Surfing with the devil

“Feel Flows” made me a music nerd. I’d already developed a small-time obsession with the usual geek bands — the Replacements, the Velvet Underground, the Pixies — but the first time I heard Carl Wilson’s sleepy tenor reciting those poetic lyrics over alien jazz flute, I became all-out obsessed. Discovering that the Beach Boys, a band known to me as a novelty act responsible for all that goofy surfing crap and em-effing “Kokomo,” had a catalog full of freaky genius music (usually thanks to freaky genius Brian Wilson, but as in the case of “Feel Flows”, not always) was more surprising to me than finding out they’d recorded a song written by Charles Manson.

These seemingly disparate elements of the Beach Boys story — their original goofy hits, leader Brian Wilson’s developing musical genius and mental breakdown, and brother Dennis Wilson’s brief relationship with the Manson family – are all examined, though never reconciled, in The Beach Boys and the Satan, released last month by Zeit Media. Originally aired on German television as part of the Pop Odyssee series in 1997, and unavailable for more than a decade, The Satan begins with an unfocused look at the initial surf-rock culture, highlighting instrumental hits by Dick Dale and the Chantays for so long you wonder when the Satan, or for that matter even the Beach Boys, will enter the picture, but the documentary covers a surprising amount of ground in less than an hour, mostly thanks to a somewhat candid interview with Brian Wilson.

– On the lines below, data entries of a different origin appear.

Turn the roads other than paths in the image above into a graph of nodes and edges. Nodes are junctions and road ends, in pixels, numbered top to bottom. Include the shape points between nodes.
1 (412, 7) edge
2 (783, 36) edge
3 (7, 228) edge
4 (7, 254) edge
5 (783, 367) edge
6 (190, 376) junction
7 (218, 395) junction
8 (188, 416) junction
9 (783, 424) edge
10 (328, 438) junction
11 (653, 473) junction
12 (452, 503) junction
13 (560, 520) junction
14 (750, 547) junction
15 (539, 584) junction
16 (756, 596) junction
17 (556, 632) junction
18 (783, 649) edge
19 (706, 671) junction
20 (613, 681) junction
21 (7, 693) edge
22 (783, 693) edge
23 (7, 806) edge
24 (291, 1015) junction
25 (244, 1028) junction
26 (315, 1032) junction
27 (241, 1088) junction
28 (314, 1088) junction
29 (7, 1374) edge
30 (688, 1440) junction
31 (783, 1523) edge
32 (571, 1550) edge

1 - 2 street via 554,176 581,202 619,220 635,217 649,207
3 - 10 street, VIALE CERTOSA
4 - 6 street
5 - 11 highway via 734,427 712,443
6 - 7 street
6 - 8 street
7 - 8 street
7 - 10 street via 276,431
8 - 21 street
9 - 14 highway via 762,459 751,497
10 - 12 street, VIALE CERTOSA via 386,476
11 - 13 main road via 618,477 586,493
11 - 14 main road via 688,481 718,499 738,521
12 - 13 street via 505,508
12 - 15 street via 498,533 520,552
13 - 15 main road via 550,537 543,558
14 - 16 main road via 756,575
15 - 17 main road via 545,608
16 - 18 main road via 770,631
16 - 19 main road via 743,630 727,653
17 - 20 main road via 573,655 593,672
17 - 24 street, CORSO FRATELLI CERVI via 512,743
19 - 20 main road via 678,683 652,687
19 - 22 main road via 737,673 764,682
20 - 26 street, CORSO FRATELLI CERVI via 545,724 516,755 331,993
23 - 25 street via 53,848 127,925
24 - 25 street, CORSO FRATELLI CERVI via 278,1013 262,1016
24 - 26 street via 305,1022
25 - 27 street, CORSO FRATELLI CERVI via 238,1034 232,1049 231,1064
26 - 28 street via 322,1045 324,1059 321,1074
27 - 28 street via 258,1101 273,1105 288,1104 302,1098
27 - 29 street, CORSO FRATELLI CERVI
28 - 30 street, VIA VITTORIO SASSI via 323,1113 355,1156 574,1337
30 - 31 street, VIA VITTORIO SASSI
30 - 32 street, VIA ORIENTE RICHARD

This interview, in which Wilson discusses his abusive father, his OCD recording process, psychedelic drugs and the eventual effects of all of them on his mind, along with the rarely shown footage from the original studio sessions from lost masterpiece Smile, is the main draw here for Beach Boys cultists. Wilson, though often awkward and never eloquent, is a fascinating screen presence, admitting to being intimidated by Phil Spector and the Beatles and even scared by some of his own songs. The only subjects he won’t discuss, it seems, are the devil and serial killers. Though the title and box artwork highlight the band’s connection with both Manson and the Church of Satan, Wilson’s interviews never broach the subjects. To compensate, the documentarians intercut his interview segments with sensationalistic clips of evil, offering a shallow summary of the band’s connection to Manson.

Dennis Wilson took a couple of the Manson girls home one night, opening the door for their self-proclaimed messiah, a charismatic ex-con looking for an entry to the record industry, to invite himself in. Dennis Wilson also introduced Manson to producer Terry Melcher, whose refusal to give Manson a recording contract may have spurred the Tate-LaBianca murders, which took place in the home of Roman Polanski and Sharon Tate, previously owned by Melcher.

The documentary never goes in-depth, even glossing over “Cease to Exist,” the Manson song the Boys rearranged and released under the title “Never Learn Not to Love,” for which Dennis took sole songwriting credit. (Surprisingly, this isn’t even one of the five creepiest Beach Boys songs. See below for more.) Unfortunately, Brian, who reveals he’s frightened of the Theremin in “Good Vibrations,” never discusses Manson at all, and, Dennis refused to talk about the murders up to his death in 1983. To compensate, the filmmakers play the Kevin Bacon game with Satan, using the Dennis’s tenuous connection to the killers as an excuse to showcase bloody full-color crime scene photographs, segments of the disturbing Kenneth Anger film Lucifer Rising, and clips of Charles Manson’s awful, awful music.


Five creepy Beach Boys songs

“She’s Going Bald”
Smiley Smile

Wresting producer title from Brian Wilson, mentally quagmired in endless revisions of Smile, ironically resulted in some of the most unsettling, inaccessible songs of the Beach Boys career, and “She’s Going Bald” is maybe the most disturbing. Mike Love, infamously unsupportive of Brian’s experimentations, recut cooler “He Gives Speeches” as a horrifying tale of female hair loss featuring Chipmunkian vocal gimmicks.

“Windchimes”
Smiley Smile

Though Smile bootlegs reveal this to be an innocuous thematic piece with terrible lyrics, the reproduced effort slows the tempo to a deranged plod backed by struggling keys fit to soundtrack a masked slasher.

“Wonderful”
Smiley Smile

This celebration of innocence lost, composed in Brian Wilson’s living-room sandbox, quickly becomes a horror show, thanks to a funereal organ and an interlude in which the Boys mimic children playing by squealing and talking falsetto.

“Roller Skating Child”
Love You

Speaking of imitating adolescence, this song, which might’ve been a hit a decade earlier, becomes a creepy Lolita-like confession — a clearly middle-aged dude watching and worshiping the body of a teenage girl at a roller rink.

“Their Hearts Were Full of Spring”
Performed live at Ronald Reagan’s inauguration in 1985

This a capella gets a twisted subtext after Love introduces it as a tribute to the enduring love of Ron and Nancy, which Love claims serves as an inspiration for the entire country — when everybody knows Reagan’s heart was full of the blood of middle-class babies.